- _Problem requirements_:
In how many lines of the data below does the word "image" appear? Reply with the number and nothing more.

- _Collected data entries_:

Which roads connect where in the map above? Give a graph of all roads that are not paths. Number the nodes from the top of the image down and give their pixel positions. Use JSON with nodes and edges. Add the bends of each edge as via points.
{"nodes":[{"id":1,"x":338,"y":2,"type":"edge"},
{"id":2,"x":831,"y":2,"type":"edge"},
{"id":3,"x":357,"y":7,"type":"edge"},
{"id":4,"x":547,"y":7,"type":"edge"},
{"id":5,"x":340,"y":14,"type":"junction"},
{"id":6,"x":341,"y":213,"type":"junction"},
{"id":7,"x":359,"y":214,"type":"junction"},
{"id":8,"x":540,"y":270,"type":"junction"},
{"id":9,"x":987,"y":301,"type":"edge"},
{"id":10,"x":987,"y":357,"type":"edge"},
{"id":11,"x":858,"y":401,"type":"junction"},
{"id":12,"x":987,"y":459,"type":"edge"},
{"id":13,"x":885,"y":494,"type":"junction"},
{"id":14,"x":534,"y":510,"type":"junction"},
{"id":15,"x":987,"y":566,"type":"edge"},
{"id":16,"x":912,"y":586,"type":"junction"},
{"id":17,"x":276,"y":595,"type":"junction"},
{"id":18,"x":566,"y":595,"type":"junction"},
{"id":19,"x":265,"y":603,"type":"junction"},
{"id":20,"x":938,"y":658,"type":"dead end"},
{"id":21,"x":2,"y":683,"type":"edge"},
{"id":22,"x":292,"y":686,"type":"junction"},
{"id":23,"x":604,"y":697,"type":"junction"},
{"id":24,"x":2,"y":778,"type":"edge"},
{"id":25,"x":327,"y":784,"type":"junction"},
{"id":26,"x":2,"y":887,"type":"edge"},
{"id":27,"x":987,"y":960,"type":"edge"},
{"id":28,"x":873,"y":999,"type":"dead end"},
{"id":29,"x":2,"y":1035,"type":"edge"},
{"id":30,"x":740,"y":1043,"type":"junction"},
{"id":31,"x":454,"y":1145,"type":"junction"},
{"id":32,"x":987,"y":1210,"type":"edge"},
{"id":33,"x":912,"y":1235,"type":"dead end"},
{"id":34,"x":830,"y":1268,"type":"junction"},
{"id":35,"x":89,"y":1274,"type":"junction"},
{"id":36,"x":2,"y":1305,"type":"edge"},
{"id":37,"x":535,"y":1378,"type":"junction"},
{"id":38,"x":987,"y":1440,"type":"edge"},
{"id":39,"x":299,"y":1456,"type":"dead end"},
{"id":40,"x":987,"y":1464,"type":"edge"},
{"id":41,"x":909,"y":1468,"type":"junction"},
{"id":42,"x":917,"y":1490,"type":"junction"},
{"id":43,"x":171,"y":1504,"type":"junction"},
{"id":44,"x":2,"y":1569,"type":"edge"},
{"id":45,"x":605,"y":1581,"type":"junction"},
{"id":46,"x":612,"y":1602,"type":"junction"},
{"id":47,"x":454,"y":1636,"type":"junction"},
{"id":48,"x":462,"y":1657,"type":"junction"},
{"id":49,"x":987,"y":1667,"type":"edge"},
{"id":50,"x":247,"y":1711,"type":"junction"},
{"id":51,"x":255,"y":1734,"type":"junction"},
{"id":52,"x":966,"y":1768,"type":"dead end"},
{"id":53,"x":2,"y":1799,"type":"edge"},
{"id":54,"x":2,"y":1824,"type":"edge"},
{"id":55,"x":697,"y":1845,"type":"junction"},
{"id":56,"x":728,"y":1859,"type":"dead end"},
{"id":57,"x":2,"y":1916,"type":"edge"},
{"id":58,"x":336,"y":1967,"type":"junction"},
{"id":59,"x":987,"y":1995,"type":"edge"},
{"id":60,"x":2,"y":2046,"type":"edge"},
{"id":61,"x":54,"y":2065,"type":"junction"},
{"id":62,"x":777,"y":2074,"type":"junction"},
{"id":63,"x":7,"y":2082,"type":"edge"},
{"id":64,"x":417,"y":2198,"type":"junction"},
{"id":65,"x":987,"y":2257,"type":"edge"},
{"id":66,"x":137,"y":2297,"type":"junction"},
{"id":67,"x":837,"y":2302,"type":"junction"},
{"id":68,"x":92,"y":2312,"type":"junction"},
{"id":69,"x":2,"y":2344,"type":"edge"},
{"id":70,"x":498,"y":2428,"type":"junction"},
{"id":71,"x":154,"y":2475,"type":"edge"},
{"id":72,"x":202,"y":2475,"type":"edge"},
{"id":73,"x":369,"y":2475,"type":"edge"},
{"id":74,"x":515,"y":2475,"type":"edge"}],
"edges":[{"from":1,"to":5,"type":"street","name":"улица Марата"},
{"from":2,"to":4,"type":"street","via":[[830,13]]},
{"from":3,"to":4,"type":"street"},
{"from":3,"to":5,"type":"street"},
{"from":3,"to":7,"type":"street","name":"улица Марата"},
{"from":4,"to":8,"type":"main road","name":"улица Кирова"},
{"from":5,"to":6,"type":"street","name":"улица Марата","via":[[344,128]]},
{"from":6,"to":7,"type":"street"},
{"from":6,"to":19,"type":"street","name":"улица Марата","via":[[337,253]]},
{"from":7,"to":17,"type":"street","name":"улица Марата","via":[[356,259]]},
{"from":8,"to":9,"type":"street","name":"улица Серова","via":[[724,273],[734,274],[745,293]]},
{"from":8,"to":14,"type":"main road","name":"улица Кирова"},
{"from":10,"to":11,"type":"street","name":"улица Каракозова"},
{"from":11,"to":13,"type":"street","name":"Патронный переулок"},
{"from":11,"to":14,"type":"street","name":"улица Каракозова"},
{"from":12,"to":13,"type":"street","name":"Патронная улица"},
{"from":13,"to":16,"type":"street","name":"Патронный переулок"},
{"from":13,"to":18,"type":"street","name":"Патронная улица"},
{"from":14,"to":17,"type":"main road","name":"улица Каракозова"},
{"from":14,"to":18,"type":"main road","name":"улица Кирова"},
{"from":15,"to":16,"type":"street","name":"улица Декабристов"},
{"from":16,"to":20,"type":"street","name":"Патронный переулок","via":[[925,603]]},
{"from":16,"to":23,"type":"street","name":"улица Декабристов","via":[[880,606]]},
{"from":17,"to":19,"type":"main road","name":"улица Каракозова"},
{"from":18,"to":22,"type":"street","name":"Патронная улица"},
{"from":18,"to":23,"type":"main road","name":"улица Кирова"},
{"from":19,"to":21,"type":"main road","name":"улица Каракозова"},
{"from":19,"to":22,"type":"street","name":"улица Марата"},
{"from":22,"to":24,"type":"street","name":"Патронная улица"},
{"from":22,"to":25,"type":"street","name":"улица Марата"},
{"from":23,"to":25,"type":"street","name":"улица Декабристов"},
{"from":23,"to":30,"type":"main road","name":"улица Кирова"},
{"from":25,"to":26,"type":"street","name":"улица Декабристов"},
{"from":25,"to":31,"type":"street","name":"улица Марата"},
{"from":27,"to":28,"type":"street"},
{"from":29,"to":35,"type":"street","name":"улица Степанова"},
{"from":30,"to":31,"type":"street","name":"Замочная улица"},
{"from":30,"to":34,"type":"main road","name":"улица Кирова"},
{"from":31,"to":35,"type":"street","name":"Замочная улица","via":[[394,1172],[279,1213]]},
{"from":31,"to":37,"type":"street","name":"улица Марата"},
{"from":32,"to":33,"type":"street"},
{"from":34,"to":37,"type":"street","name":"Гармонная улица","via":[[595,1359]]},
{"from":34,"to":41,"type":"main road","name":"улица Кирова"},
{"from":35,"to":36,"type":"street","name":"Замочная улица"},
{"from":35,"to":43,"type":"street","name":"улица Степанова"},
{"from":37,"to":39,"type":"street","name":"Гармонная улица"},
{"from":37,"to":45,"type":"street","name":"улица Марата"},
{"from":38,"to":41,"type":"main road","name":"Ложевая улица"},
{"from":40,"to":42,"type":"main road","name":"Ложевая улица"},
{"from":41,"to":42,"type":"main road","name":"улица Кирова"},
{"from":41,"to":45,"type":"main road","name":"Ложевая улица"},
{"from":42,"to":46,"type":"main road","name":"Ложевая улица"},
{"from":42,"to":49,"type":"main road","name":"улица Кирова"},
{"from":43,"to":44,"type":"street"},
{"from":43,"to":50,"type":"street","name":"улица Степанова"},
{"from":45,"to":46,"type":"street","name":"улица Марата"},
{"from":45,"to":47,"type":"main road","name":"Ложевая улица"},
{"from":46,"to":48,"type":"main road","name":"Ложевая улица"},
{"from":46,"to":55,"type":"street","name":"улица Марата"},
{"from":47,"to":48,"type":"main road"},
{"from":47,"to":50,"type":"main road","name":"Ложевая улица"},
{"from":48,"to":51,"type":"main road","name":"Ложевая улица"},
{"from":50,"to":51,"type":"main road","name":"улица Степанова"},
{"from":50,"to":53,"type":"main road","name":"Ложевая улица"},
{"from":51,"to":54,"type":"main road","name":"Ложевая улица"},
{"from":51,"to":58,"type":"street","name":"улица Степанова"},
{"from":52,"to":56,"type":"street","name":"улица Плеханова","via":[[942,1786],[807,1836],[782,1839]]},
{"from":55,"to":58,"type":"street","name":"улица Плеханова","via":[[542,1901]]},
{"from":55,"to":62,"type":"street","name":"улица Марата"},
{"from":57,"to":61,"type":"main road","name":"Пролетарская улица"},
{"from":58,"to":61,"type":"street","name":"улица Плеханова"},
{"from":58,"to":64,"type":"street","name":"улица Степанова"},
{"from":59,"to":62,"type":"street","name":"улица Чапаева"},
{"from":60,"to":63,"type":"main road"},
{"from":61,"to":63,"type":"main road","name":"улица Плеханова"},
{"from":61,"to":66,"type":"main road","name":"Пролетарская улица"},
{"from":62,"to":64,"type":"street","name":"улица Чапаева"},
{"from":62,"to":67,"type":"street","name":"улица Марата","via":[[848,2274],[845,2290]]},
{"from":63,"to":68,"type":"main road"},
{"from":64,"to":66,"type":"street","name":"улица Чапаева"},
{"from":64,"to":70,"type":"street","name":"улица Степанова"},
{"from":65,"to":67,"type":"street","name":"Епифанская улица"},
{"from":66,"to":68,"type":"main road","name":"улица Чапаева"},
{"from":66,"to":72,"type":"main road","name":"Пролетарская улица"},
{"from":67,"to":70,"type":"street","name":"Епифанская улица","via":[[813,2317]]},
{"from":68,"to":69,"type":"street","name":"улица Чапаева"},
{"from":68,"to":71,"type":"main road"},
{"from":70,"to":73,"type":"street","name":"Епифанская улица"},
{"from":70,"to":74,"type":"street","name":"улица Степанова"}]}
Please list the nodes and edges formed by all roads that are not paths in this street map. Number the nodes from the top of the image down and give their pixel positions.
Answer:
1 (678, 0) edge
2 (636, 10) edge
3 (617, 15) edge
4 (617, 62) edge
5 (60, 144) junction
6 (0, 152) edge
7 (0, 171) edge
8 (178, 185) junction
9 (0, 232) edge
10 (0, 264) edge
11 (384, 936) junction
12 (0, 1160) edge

- _Reply to the task_:
2